El fiscal pide 57 años de prisión para los hermanos Antonio y Juan Luis P. G., José Esteban V. D. y Vicente José N. T. por tres delitos de asesinato -dos de ellos en grado de tentativa-, un intento de homicidio y tenencia ilícita de armas. El quinto hombre procesado por los sangrientos hechos, Moisés Aurelio C. A., se enfrenta a una posible condena de 48 años de cárcel por los mismos delitos, exceptuando el homicidio en grado de tentativa.

Según los hechos probados por una ardua investigación de la Guardia Civil, los cinco encausados acudieron con el jefe de una banda de traficantes de hachís, José P. G., conocido como Pepito de l'Alcúdia, al paraje de la Font de la Garrofera en Guadassuar, donde este narco había quedado con el cabecilla de otra banda para resolver sus diferencias. El encuentro tuvo lugar sobre las 14 horas del 20 de abril de 2010.

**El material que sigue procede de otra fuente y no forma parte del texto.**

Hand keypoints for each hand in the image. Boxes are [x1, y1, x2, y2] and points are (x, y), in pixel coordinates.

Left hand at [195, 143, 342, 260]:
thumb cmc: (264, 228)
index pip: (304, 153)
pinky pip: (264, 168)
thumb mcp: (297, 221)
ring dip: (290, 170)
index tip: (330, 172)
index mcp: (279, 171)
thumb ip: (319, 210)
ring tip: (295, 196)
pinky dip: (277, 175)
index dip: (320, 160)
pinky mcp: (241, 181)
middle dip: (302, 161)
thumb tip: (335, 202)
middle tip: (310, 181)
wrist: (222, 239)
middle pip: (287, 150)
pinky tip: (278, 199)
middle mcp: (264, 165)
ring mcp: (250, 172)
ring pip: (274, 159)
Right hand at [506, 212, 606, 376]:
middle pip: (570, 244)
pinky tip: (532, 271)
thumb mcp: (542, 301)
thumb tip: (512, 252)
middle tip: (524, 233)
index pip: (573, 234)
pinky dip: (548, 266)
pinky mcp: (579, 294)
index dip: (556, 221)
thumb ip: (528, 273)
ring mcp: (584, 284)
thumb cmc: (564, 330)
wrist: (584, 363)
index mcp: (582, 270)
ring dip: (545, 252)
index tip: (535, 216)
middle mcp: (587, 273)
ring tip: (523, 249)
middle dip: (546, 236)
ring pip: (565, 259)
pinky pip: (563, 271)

El fiscal afirma en su escrito de acusación que Octavio O. M., el hombre que fue asesinado aquel día de un disparo en la cabeza, concertó una cita con José P. porque pretendía recuperar una vivienda de Benimodo que le había prestado. La víctima acudió al paraje de la Font de la Garrofera con su hermano Ernesto y otros tres individuos. Octavio no se fiaba del que había sido su jefe y amigo pocos años antes.

Los cinco procesados junto con Pepito de l'Alcúdia y Sergio R. B., apodado 'Perkins' -estos dos últimos declarados en rebeldía al estar cumpliendo una condena de prisión en Marruecos-, llegaron 15 minutos tarde a la cita. Los siete hombres bajaron de cuatro coches y empezaron a disparar con pistolas, una escopeta y un revólver al otro grupo «sin mediar palabra y de manera imprevisible», según el escrito del fiscal.

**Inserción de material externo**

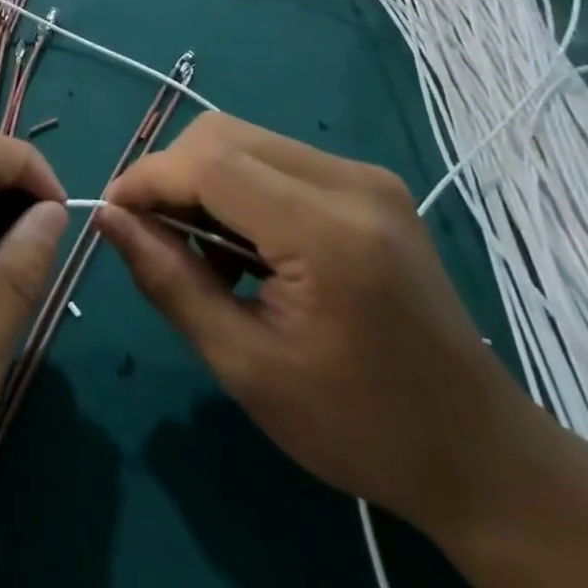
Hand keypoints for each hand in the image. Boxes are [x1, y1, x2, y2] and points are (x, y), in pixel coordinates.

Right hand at [98, 113, 531, 536]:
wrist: (479, 453)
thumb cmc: (358, 427)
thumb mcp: (245, 366)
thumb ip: (169, 281)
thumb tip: (108, 217)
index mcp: (327, 233)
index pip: (209, 162)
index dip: (147, 178)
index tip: (112, 215)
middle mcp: (350, 182)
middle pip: (223, 134)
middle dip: (171, 175)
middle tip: (155, 238)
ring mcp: (365, 176)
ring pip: (246, 138)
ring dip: (203, 180)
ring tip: (202, 251)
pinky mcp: (369, 183)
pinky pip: (276, 158)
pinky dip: (238, 186)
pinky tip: (244, 246)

Octavio y sus compinches huyeron por el monte y recorrieron unos 800 metros mientras los agresores los tiroteaban. Como consecuencia de los disparos, algunos de ellos a corta distancia, Rafael I. P., Roland T. y Moisés Aurelio C. sufrieron heridas de bala. Durante la huida, Octavio se quedó rezagado al correr más lento que los demás y fue alcanzado y rodeado por Pepito y dos de sus compinches. El jefe de la banda ordenó a la víctima que se arrodillara y le disparó con el cañón tocando la región parietal derecha de su cabeza. Octavio murió en el acto por «la destrucción de los centros vitales encefálicos», según la autopsia.

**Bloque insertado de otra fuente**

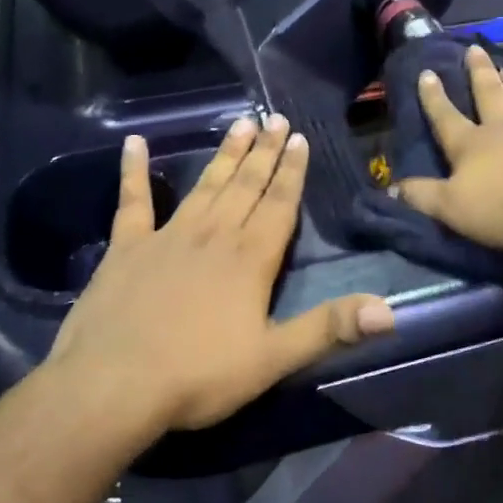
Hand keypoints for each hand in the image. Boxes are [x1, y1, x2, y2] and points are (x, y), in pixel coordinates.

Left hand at [48, 116, 395, 432]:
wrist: (113, 384)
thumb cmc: (199, 375)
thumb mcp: (273, 358)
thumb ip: (329, 329)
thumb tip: (389, 312)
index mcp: (250, 258)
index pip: (279, 204)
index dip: (292, 172)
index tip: (299, 138)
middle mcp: (214, 235)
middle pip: (246, 185)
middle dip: (264, 152)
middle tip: (275, 118)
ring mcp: (167, 236)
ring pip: (205, 185)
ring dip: (225, 154)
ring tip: (240, 124)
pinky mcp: (126, 247)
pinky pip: (133, 201)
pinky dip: (133, 170)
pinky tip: (133, 143)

Días antes del crimen, el padre de la víctima pidió un préstamo en un banco. Era un intento desesperado de reunir la cantidad de dinero que podría salvar la vida de su hijo. Tras el asesinato, la Guardia Civil detuvo a varios de los implicados en el tiroteo, pero Pepito y dos miembros de su banda lograron huir a Marruecos para eludir la justicia española y continuar con sus actividades de narcotráfico. Los tres narcotraficantes fueron apresados en Marruecos en 2015 en una operación conjunta de la Guardia Civil y la Gendarmería Real del país magrebí.